To understand the product rule, we first need to break down the function given in the exercise. The product rule is a fundamental method in calculus used to differentiate products of two functions. The rule is stated as follows: if you have two differentiable functions, say \(u(x)\) and \(v(x)\), their derivative when multiplied together is given by \((uv)' = u'v + uv'\). So, you need to:

• Differentiate each function separately.
• Multiply the derivative of the first function by the second function (in its original form).
• Multiply the first function (in its original form) by the derivative of the second function.
• Add these two results together to get the derivative of the product.

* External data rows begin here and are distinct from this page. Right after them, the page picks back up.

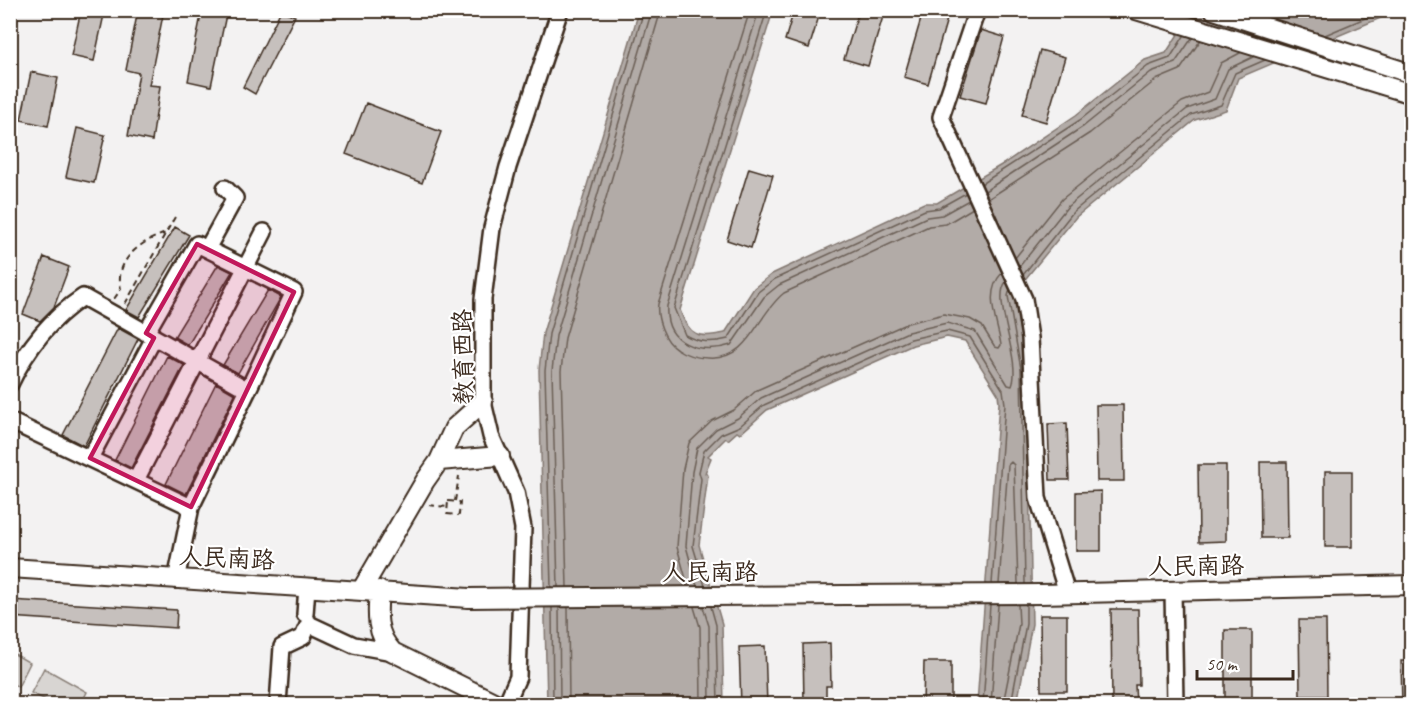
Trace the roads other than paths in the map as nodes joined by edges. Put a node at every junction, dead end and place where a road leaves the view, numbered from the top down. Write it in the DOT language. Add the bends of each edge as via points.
graph roads {
  1 [pos="560,10"];
  2 [pos="977,10"];
  3 [pos="1136,10"];
  4 [pos="1214,10"];
  5 [pos="1412,74"];
  6 [pos="1412,94"];
  7 [pos="225,188"];
  8 [pos="264,232"];
  9 [pos="207,249"];
  10 [pos="245,269"];
  11 [pos="150,336"];
  12 [pos="196,362"];
  13 [pos="10,384"];
  14 [pos="248,390"];
  15 [pos="483,402"];
  16 [pos="10,421"];
  17 [pos="500,456"];
  18 [pos="90,458"];
  19 [pos="439,461"];
  20 [pos="136,480"];
  21 [pos="191,507"];
  22 [pos="10,568"];
  23 [pos="176,580"];
  24 [pos="1412,585"];
  25 [pos="308,587"];
  26 [pos="371,590"];
  27 [pos="1173,591"];
  28 [pos="1067,593"];
  29 [pos="307,620"];
  30 [pos="393,652"];
  31 [pos="278,705"];
  32 [pos="498,705"];
  33 [pos="507,705"];
  34 [pos="1175,705"];
  1 -- 15 [label="street, 教育西路" via="508,166 492,228 483,299"];
  2 -- 28 [label="street" via="941,117 1024,299 1030,338 1038,498"];
  3 -- 6 [label="main road"];
  4 -- 5 [label="main road"];
  7 -- 9 [label="street" via="235,198"];
  8 -- 10 [label="street"];
  9 -- 10 [label="street"];
  9 -- 11 [label="street" via="197,244"];
  10 -- 12 [label="street"];
  10 -- 14 [label="street" via="294,292"];
  11 -- 12 [label="street"];
  11 -- 13 [label="street" via="83,297 57,314"];
  11 -- 18 [label="street"];
  12 -- 14 [label="street"];
  12 -- 20 [label="street"];
  14 -- 21 [label="street"];
  15 -- 17 [label="street, 教育西路"];
  15 -- 19 [label="main road" via="454,428"];
  16 -- 18 [label="street"];
  17 -- 19 [label="main road"];
  17 -- 33 [label="street, 教育西路" via="516,492 523,528 518,677"];
  18 -- 20 [label="street"];
  19 -- 26 [label="main road"];
  20 -- 21 [label="street"];
  21 -- 23 [label="street"];
  22 -- 23 [label="main road, 人民南路"];
  23 -- 25 [label="main road, 人民南路"];
  24 -- 27 [label="main road, 人民南路"];
  25 -- 26 [label="main road, 人民南路"];
  25 -- 29 [label="street"];
  26 -- 28 [label="main road, 人民南路, bridge" via="469,598"];
  26 -- 30 [label="main road" via="384,643"];
  27 -- 28 [label="main road, 人民南路"];
  27 -- 34 [label="street"];
  29 -- 30 [label="street" via="354,645"];
  29 -- 31 [label="street" via="297,641 282,647"];
  30 -- 32 [label="main road"];
}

From the original exercise, the two functions are \(u = 2x + 3\) and \(v = 5x^2 - 4x\). Following the product rule, differentiate \(u(x)\) to get \(u' = 2\), and \(v(x)\) to get \(v' = 10x - 4\). Here, you see:

• \(u'v = 2(5x^2 - 4x) = 10x^2 - 8x\)
• \(uv' = (2x + 3)(10x - 4) = 20x^2 + 30x - 8x - 12\)

After combining like terms, you get the simplified form \(30x^2 + 22x - 12\), which gives you a clear understanding of how differentiation works using the product rule.

When dealing with complex expressions, expanding polynomials can significantly simplify the process of differentiation. Polynomial expansion involves distributing and combining all like terms until the expression is written as a sum of simple polynomials. In the example given, you have the expression \((2x + 3)(5x^2 - 4x)\) which can be expanded by distributing as:

• \(2x \cdot 5x^2 = 10x^3\)
• \(2x \cdot (-4x) = -8x^2\)
• \(3 \cdot 5x^2 = 15x^2\)
• \(3 \cdot (-4x) = -12x\)

Combine these results to get \(10x^3 + 7x^2 - 12x\). Writing it this way eliminates the need to apply the product rule directly and provides a polynomial that is much easier to differentiate using basic rules of differentiation for monomials.

Understanding derivatives is essential in calculus, as they represent the rate at which a function is changing at any given point. Derivatives are calculated using different techniques, depending on the form of the function. After expanding a polynomial, each term can be differentiated separately due to the power rule which states that for a monomial \(ax^n\), its derivative is \(anx^{n-1}\).
In the example, after expansion, the polynomial \(10x^3 + 7x^2 - 12x\) was obtained. Let's differentiate each term:

• The derivative of \(10x^3\) is given by \(30x^2\), applying the power rule \(3 \cdot 10x^{3-1} = 30x^2\).
• The derivative of \(7x^2\) is \(14x\), using the same rule \(2 \cdot 7x^{2-1} = 14x\).
• The derivative of \(-12x\) is \(-12\), as the power rule simplifies to the coefficient when the exponent is 1.

Putting these together, you get \(30x^2 + 14x - 12\) which matches the derivative when using the product rule, showing the consistency and versatility in the methods used to find derivatives.